Turbulence in a car engine's airflow can greatly affect the engine's efficiency.

iStockphoto/Thinkstock

The internal combustion engines in cars and trucks are essentially large air pumps: The action of the pistons sucks in a precise mix of fuel and air, which is then ignited and vented out through the exhaust. The energy of the burning mixture forces the engine to suck in more of the mix, repeating the cycle. And this next piece of fuel-saving quackery plays off misunderstandings about that process.

Engineers pay close attention to airflow into an engine. The amount of turbulence in the flow can affect how fuel and air mix as they enter the combustion chamber, and this can impact an engine's efficiency. The creators behind intake vortex gadgets often claim that their devices alter this airflow in a way that improves fuel-to-air mixing, improving fuel burn and consequently getting more mileage out of each gallon [source: Allen].
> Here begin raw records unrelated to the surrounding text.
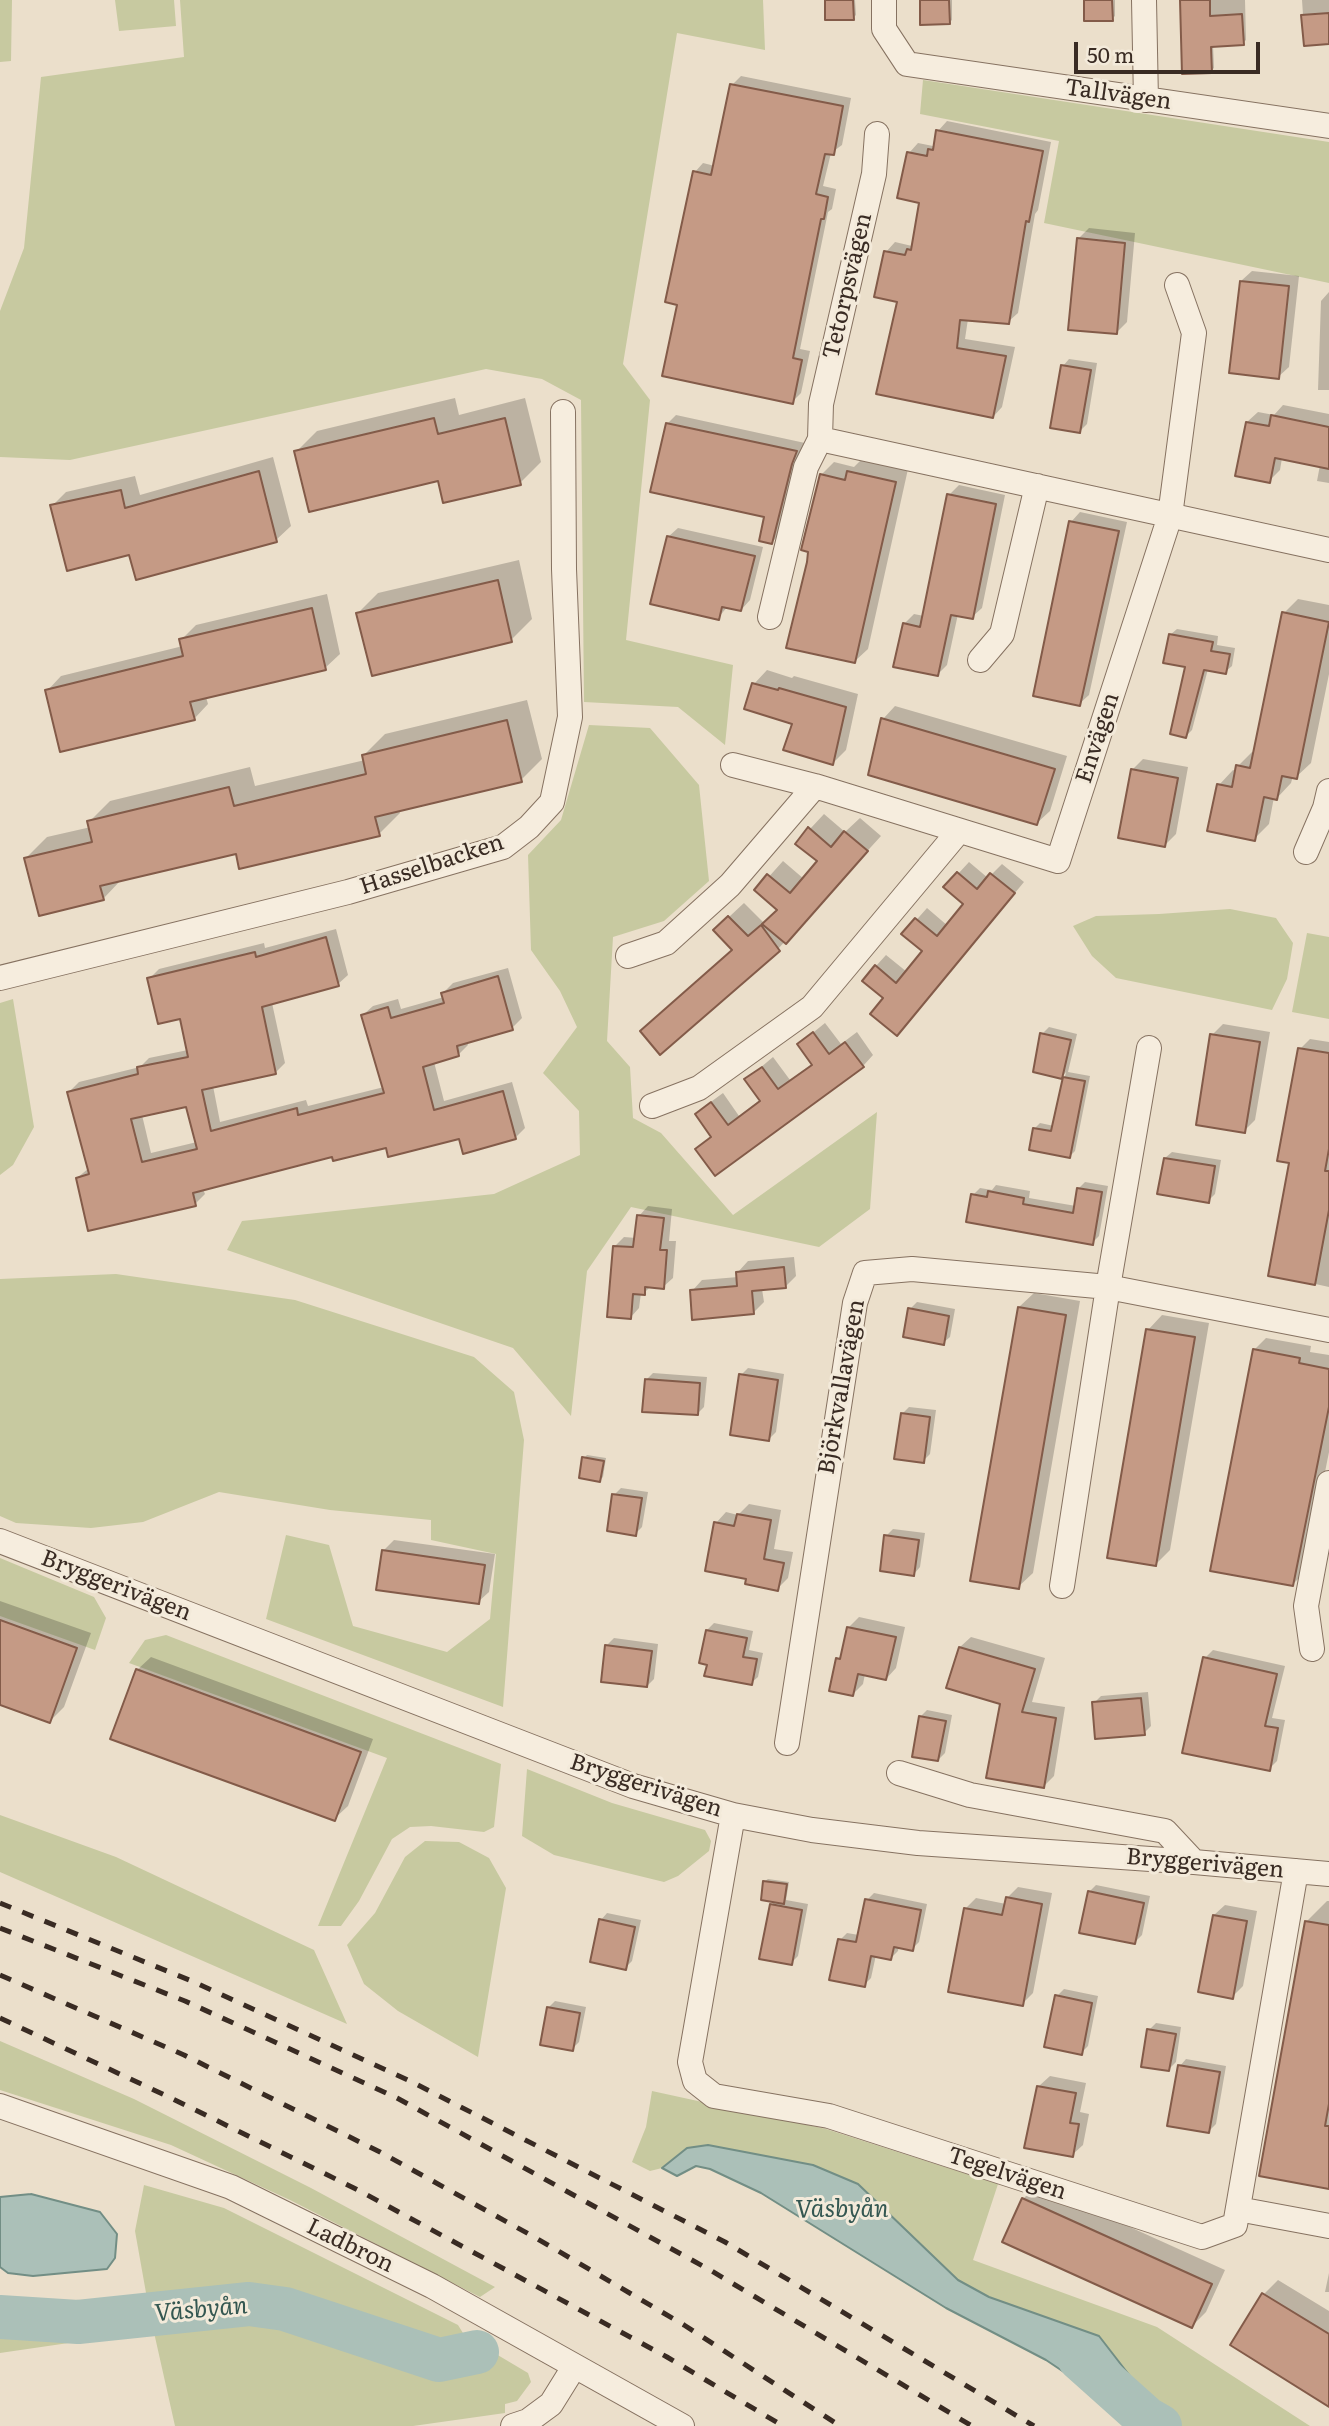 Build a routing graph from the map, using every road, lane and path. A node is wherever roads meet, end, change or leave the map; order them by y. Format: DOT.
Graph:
graph roads {
  1 [pos="884,0"];
  2 [pos="1144,0"];
  3 [pos="1146,100"];
  4 [pos="1329,126"];
  5 [pos="877,134"];
  6 [pos="1177,285"];
  7 [pos="563,412"];
  8 [pos="820,439"];
  9 [pos="1037,486"];
  10 [pos="1170,516"];
  11 [pos="1329,550"];
  12 [pos="770,617"];
  13 [pos="980,660"];
  14 [pos="733,765"];
  15 [pos="815,786"];
  16 [pos="1329,791"];
  17 [pos="959,831"];
  18 [pos="1306,852"];
  19 [pos="628,956"];
  20 [pos="0,978"];
  21 [pos="1149,1048"];
  22 [pos="652,1106"];
  23 [pos="1108,1287"];
  24 [pos="1329,1330"];
  25 [pos="1329,1483"];
  26 [pos="0,1541"];
  27 [pos="1062,1586"];
  28 [pos="1312,1649"];
  29 [pos="787,1743"];
  30 [pos="900,1773"];
  31 [pos="733,1815"];
  32 [pos="1194,1862"];
  33 [pos="1296,1871"];
  34 [pos="1329,1874"];
  35 [pos="0,2106"];
  36 [pos="1238,2209"];
  37 [pos="1329,2226"];
  38 [pos="574,2367"];
  39 [pos="513,2426"];
  40 [pos="682,2426"];
  1 -- 3 [label="street, Tallvägen"];
  2 -- 3 [label="street"];
  3 -- 4 [label="street, Tallvägen"];
  5 -- 8 [label="street, Tetorpsvägen"];
  6 -- 10 [label="street"];
  7 -- 20 [label="street, Hasselbacken"];
  8 -- 9 [label="street"];
  8 -- 12 [label="street, Tetorpsvägen"];
  9 -- 10 [label="street"];
  9 -- 13 [label="street"];
  10 -- 11 [label="street"];
  10 -- 17 [label="street, Envägen"];
  14 -- 15 [label="street, Envägen"];
  15 -- 17 [label="street, Envägen"];
  15 -- 19 [label="street"];
  16 -- 18 [label="street"];
  17 -- 22 [label="street"];
  21 -- 23 [label="street"];
  23 -- 24 [label="street, Björkvallavägen"];
  23 -- 27 [label="street"];
  23 -- 29 [label="street, Björkvallavägen"];
  25 -- 28 [label="street"];
  26 -- 31 [label="street, Bryggerivägen"];
  30 -- 32 [label="street"];
  31 -- 32 [label="street, Bryggerivägen"];
  31 -- 36 [label="street, Tegelvägen"];
  32 -- 33 [label="street, Bryggerivägen"];
  33 -- 34 [label="street, Bryggerivägen"];
  33 -- 36 [label="street"];
  35 -- 38 [label="street, Ladbron"];
  36 -- 37 [label="street"];
  38 -- 39 [label="street"];
  38 -- 40 [label="street, Ladbron"];
}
The main warning flag with vortex generators is that they're actually based on antiquated engine technology. Automobiles built before engine management computers became commonplace did rely on the shape and length of intake bodies to manipulate fuel and air mixing. But modern vehicles have computers that constantly adjust fuel flow to match airflow: Create a turbulent airflow in the intake (as a vortex generator does), and the car simply adjusts the amount of fuel it injects [source: Tony's Guide to Fuel Saving Gadgets]. The result? The car may actually run worse, since it's compensating for altered airflow by altering the fuel flow. The computer's fuel-flow rate is calibrated at the factory to provide the right amount of fuel for each combination of driving speed and engine load. Alter this, and you're more likely to hurt performance than improve it [source: Allen].